While that’s far from the best defense we’ve heard for a ban of guns on campus except under special circumstances with the written permission of administrators, McPeak’s concerns aren’t without merit. In fact, protecting college campuses is one of higher ed’s chief legislative agenda items.
“There is no scenario in which allowing guns on campuses will do anything other than create a more dangerous environment for our students, faculty and visitors,” according to the legislative agenda posted on the state regents’ website. “In the past six legislative sessions, bills have either been introduced or discussed that would allow guns on campus. Each attempt has been successfully defeated ... ensuring similar legislation does not become law will continue to be a state system priority.”
The Oklahoma’s Promise college scholarship program for low- to middle-income families also seems a perennial target of perhaps well-meaning but misguided lawmakers. This year, at least one bill would have the effect of further restricting access to the program to students who may need it the most.
In a news release, House Speaker Jeff Hickman explained his proposed changes to the program would require scholarship recipients to carry 30 credit hours of coursework annually. He said the change would encourage students to be more efficient, and ultimately, more successful at obtaining a degree. For some students, Hickman might be right. But at what cost?
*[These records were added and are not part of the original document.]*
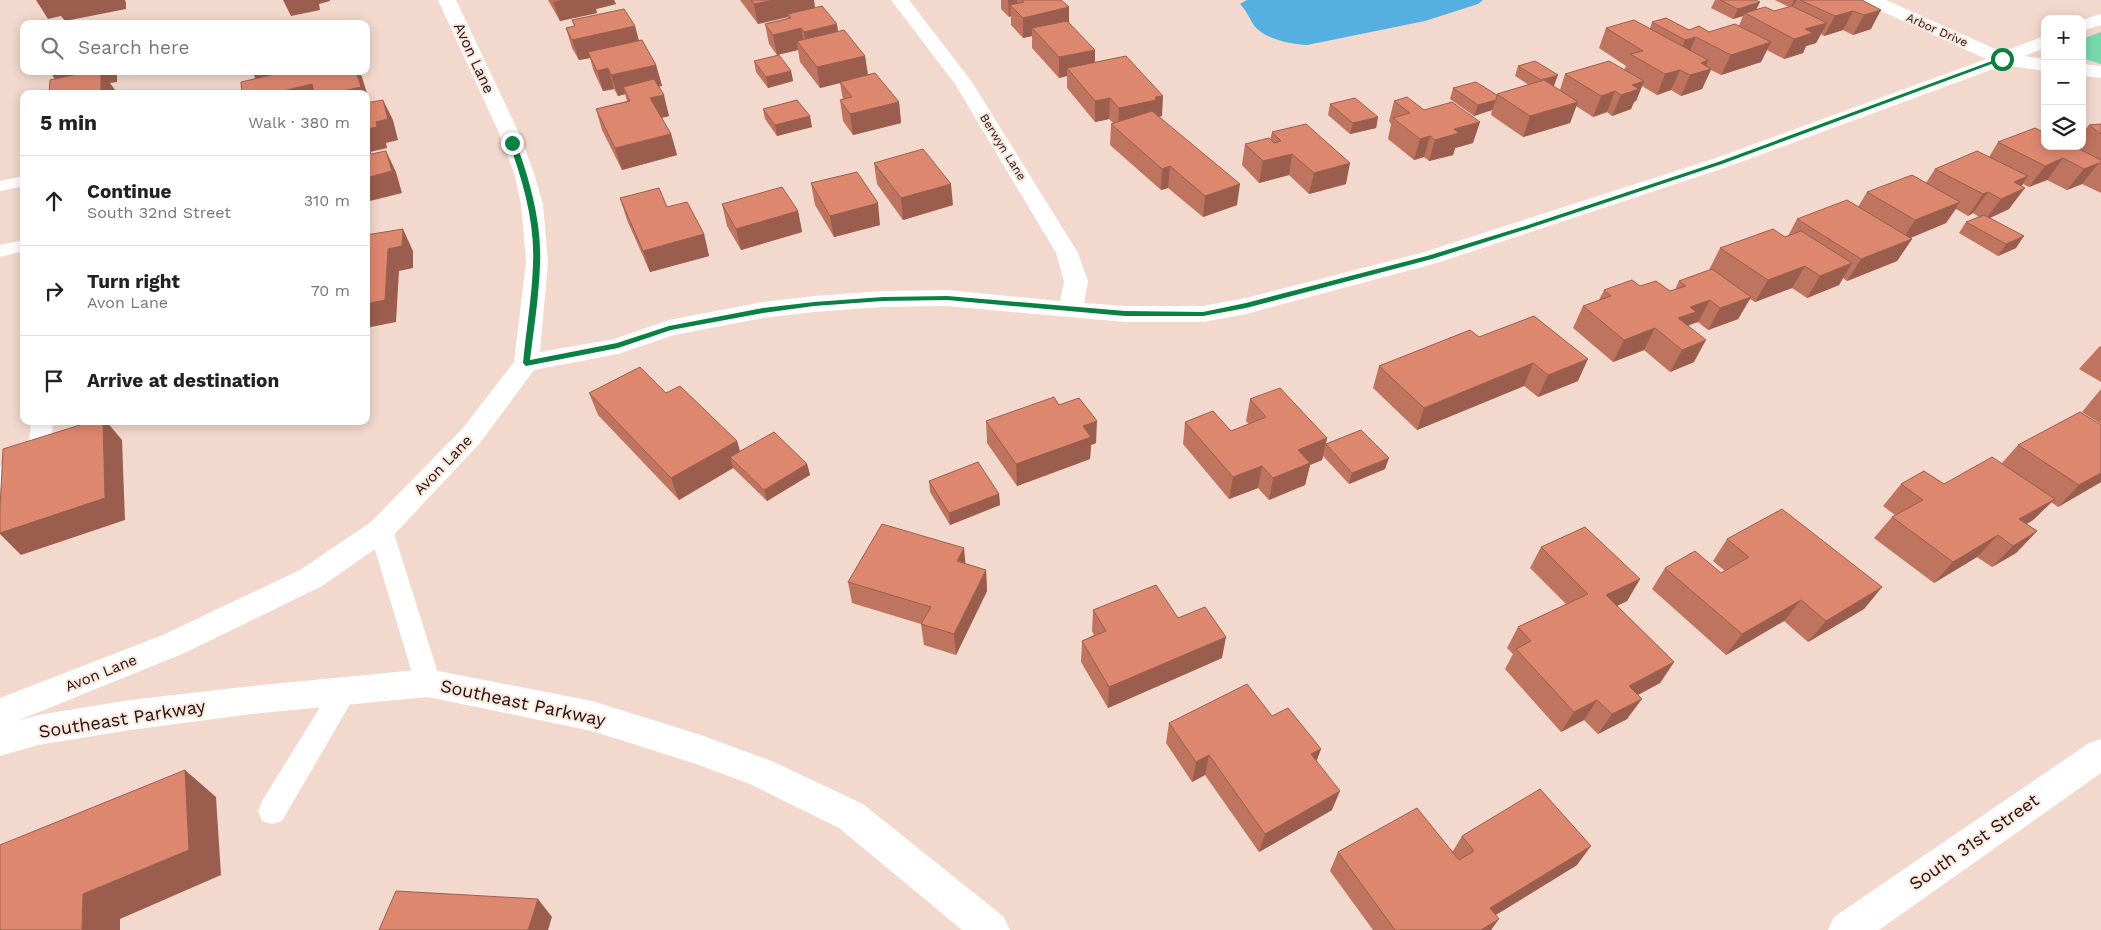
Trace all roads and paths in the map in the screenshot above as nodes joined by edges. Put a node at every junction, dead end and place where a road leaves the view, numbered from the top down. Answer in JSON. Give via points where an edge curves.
{"nodes":[{"id":1,"x":447,"y":0,"type":"edge"},
{"id":2,"x":900,"y":0,"type":"edge"},
{"id":3,"x":1872,"y":0,"type":"edge"},
{"id":4,"x":2101,"y":19,"type":"edge"},
{"id":5,"x":2086,"y":25,"type":"edge"},
{"id":6,"x":2041,"y":43,"type":"edge"},
{"id":7,"x":2002,"y":59,"type":"junction"},
{"id":8,"x":2041,"y":64,"type":"edge"},
{"id":9,"x":2086,"y":70,"type":"edge"},
{"id":10,"x":2101,"y":72,"type":"edge"},
{"id":11,"x":20,"y":182,"type":"edge"},
{"id":12,"x":0,"y":186,"type":"edge"},
{"id":13,"x":20,"y":246,"type":"edge"},
{"id":14,"x":0,"y":251,"type":"edge"},
{"id":15,"x":1071,"y":308,"type":"junction"},
{"id":16,"x":526,"y":363,"type":"junction"},
{"id":17,"x":42,"y":425,"type":"edge"},
{"id":18,"x":0,"y":480,"type":"edge"},
{"id":19,"x":381,"y":530,"type":"junction"},
{"id":20,"x":428,"y":683,"type":"junction"},
{"id":21,"x":344,"y":691,"type":"junction"},
{"id":22,"x":0,"y":713,"type":"edge"},
{"id":23,"x":0,"y":741,"type":"edge"},
{"id":24,"x":2101,"y":754,"type":"edge"},
{"id":25,"x":272,"y":811,"type":"dead end"},
{"id":26,"x":992,"y":930,"type":"edge"},
{"id":27,"x":1847,"y":930,"type":"edge"}],
"edges":[{"from":1,"to":16,"type":"street","name":"Avon Lane","via":[[509,133],[532,204],[537,262]]},
{"from":2,"to":15,"type":"street","name":"Berwyn Lane","via":[[962,82],[1067,253],[1076,281]]},
{"from":3,"to":7,"type":"street","name":"Arbor Drive"},
{"from":4,"to":5,"type":"street"},
{"from":6,"to":7,"type":"street"},
{"from":7,"to":8,"type":"street"},
{"from":7,"to":15,"type":"street","via":[[1720,163],[1430,258],[1246,306],[1203,314],[1125,314]]},
{"from":9,"to":10,"type":"street"},
{"from":11,"to":12,"type":"lane"},
{"from":13,"to":14,"type":"lane"},
{"from":15,"to":16,"type":"street","via":[[947,298],[814,304],[669,328],[618,346]]},
{"from":16,"to":19,"type":"street","name":"Avon Lane","via":[[471,436]]},
{"from":17,"to":18,"type":"lane","via":[[40,444]]},
{"from":19,"to":20,"type":"lane"},
{"from":19,"to":22,"type":"street","name":"Avon Lane","via":[[311,578],[176,643]]},
{"from":20,"to":21,"type":"street","name":"Southeast Parkway"},
{"from":20,"to":26,"type":"street","name":"Southeast Parkway","via":[[592,716],[762,773],[851,816]]},
{"from":21,"to":23,"type":"street","name":"Southeast Parkway","via":[[130,715],[38,730]]},
{"from":21,"to":25,"type":"lane"},
{"from":24,"to":27,"type":"street","name":"South 31st Street"}]}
Oklahoma’s Promise covers up to five years of tuition at qualifying schools for students who stay out of trouble and keep their grades up. When they apply for the program in eighth, ninth or 10th grades, their family income can’t exceed $50,000 annually (an amount that hasn’t changed since 2003).
Students are still saddled with ever-increasing fees and the other costs of attending college. Many have jobs to cover those costs, not to mention that some students help support their families. Still, 90 percent of Oklahoma’s Promise recipients already carry a full-time load of 12 credit hours per semester (a rate higher than the 75 percent of their peers who carry a full-time load).
Year after year, Oklahoma’s Promise has demonstrated its success in helping students of lesser means get a college education. Recipients are better prepared for college, have far higher college-going rates, require less remedial coursework and have higher degree-completion rates than their peers.
Hickman’s idea might look good on paper, but it could be a disservice to students the state recognizes as already facing special challenges to obtaining a diploma. They don’t need additional barriers.